### Task details
Your answer must be an exact copy of the data below.
(Records for processing Opens)
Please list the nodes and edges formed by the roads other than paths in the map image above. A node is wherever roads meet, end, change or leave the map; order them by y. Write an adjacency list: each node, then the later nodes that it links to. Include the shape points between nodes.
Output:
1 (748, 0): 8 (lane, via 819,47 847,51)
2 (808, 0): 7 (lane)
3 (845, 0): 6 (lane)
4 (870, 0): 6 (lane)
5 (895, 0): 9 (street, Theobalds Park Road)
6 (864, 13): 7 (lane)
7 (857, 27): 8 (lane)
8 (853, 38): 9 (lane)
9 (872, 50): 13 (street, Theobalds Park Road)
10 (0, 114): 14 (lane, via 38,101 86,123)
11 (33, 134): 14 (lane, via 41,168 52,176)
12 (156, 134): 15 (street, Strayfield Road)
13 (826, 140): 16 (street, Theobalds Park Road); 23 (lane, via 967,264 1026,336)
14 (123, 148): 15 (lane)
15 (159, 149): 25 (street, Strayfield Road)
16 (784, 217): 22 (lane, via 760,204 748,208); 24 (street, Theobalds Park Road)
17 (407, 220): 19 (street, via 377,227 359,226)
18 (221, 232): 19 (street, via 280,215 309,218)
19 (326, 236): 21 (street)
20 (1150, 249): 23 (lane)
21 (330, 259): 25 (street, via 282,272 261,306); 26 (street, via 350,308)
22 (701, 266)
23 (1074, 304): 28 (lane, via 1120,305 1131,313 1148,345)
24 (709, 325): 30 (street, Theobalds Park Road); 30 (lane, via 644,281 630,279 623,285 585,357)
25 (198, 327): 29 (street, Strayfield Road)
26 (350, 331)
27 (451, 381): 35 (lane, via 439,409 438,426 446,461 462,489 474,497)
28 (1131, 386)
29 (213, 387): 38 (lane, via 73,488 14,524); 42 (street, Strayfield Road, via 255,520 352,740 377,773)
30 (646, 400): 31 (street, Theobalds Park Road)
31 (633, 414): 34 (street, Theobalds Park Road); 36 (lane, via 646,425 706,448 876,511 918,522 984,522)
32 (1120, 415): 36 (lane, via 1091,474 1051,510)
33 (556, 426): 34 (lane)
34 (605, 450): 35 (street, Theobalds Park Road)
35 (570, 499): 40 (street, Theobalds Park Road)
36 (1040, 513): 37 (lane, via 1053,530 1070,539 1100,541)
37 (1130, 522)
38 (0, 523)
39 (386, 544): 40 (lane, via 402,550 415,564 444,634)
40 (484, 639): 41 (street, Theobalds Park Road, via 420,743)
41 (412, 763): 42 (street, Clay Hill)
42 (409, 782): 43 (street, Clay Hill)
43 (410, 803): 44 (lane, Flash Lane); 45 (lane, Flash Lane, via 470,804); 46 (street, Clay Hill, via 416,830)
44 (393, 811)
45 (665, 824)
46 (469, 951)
(Records for processing Closes)
### Written response
Please list the nodes and edges formed by the roads other than paths in the map image above. A node is wherever roads meet, end, change or leave the map; order them by y. Write an adjacency list: each node, then the later nodes that it links to. Include the shape points between nodes.
Output:
1 (748, 0): 8 (lane, via 819,47 847,51)
2 (808, 0): 7 (lane)
3 (845, 0): 6 (lane)
4 (870, 0): 6 (lane)
5 (895, 0): 9 (street, Theobalds Park Road)
6 (864, 13): 7 (lane)
7 (857, 27): 8 (lane)
8 (853, 38): 9 (lane)
9 (872, 50): 13 (street, Theobalds Park Road)
10 (0, 114): 14 (lane, via 38,101 86,123)
11 (33, 134): 14 (lane, via 41,168 52,176)
12 (156, 134): 15 (street, Strayfield Road)
13 (826, 140): 16 (street, Theobalds Park Road); 23 (lane, via 967,264 1026,336)
14 (123, 148): 15 (lane)
15 (159, 149): 25 (street, Strayfield Road)
16 (784, 217): 22 (lane, via 760,204 748,208); 24 (street, Theobalds Park Road)
17 (407, 220): 19 (street, via 377,227 359,226)
18 (221, 232): 19 (street, via 280,215 309,218)
19 (326, 236): 21 (street)
20 (1150, 249): 23 (lane)
21 (330, 259): 25 (street, via 282,272 261,306); 26 (street, via 350,308)
22 (701, 266)
23 (1074, 304): 28 (lane, via 1120,305 1131,313 1148,345)
24 (709, 325): 30 (street, Theobalds Park Road); 30 (lane, via 644,281 630,279 623,285 585,357)
25 (198, 327): 29 (street, Strayfield Road)
26 (350, 331)
27 (451, 381): 35 (lane, via 439,409 438,426 446,461 462,489 474,497)
28 (1131, 386)
29 (213, 387): 38 (lane, via 73,488 14,524); 42 (street, Strayfield Road, via 255,520 352,740 377,773)
30 (646, 400): 31 (street, Theobalds Park Road)
31 (633, 414): 34 (street, Theobalds Park Road); 36 (lane, via 646,425 706,448 876,511 918,522 984,522)
32 (1120, 415): 36 (lane, via 1091,474 1051,510)
33 (556, 426): 34 (lane)
34 (605, 450): 35 (street, Theobalds Park Road)
35 (570, 499): 40 (street, Theobalds Park Road)
36 (1040, 513): 37 (lane, via 1053,530 1070,539 1100,541)
37 (1130, 522)
38 (0, 523)
39 (386, 544): 40 (lane, via 402,550 415,564 444,634)
40 (484, 639): 41 (street, Theobalds Park Road, via 420,743)
41 (412, 763): 42 (street, Clay Hill)
42 (409, 782): 43 (street, Clay Hill)
43 (410, 803): 44 (lane, Flash Lane); 45 (lane, Flash Lane, via 470,804); 46 (street, Clay Hill, via 416,830)
44 (393, 811)
45 (665, 824)
46 (469, 951)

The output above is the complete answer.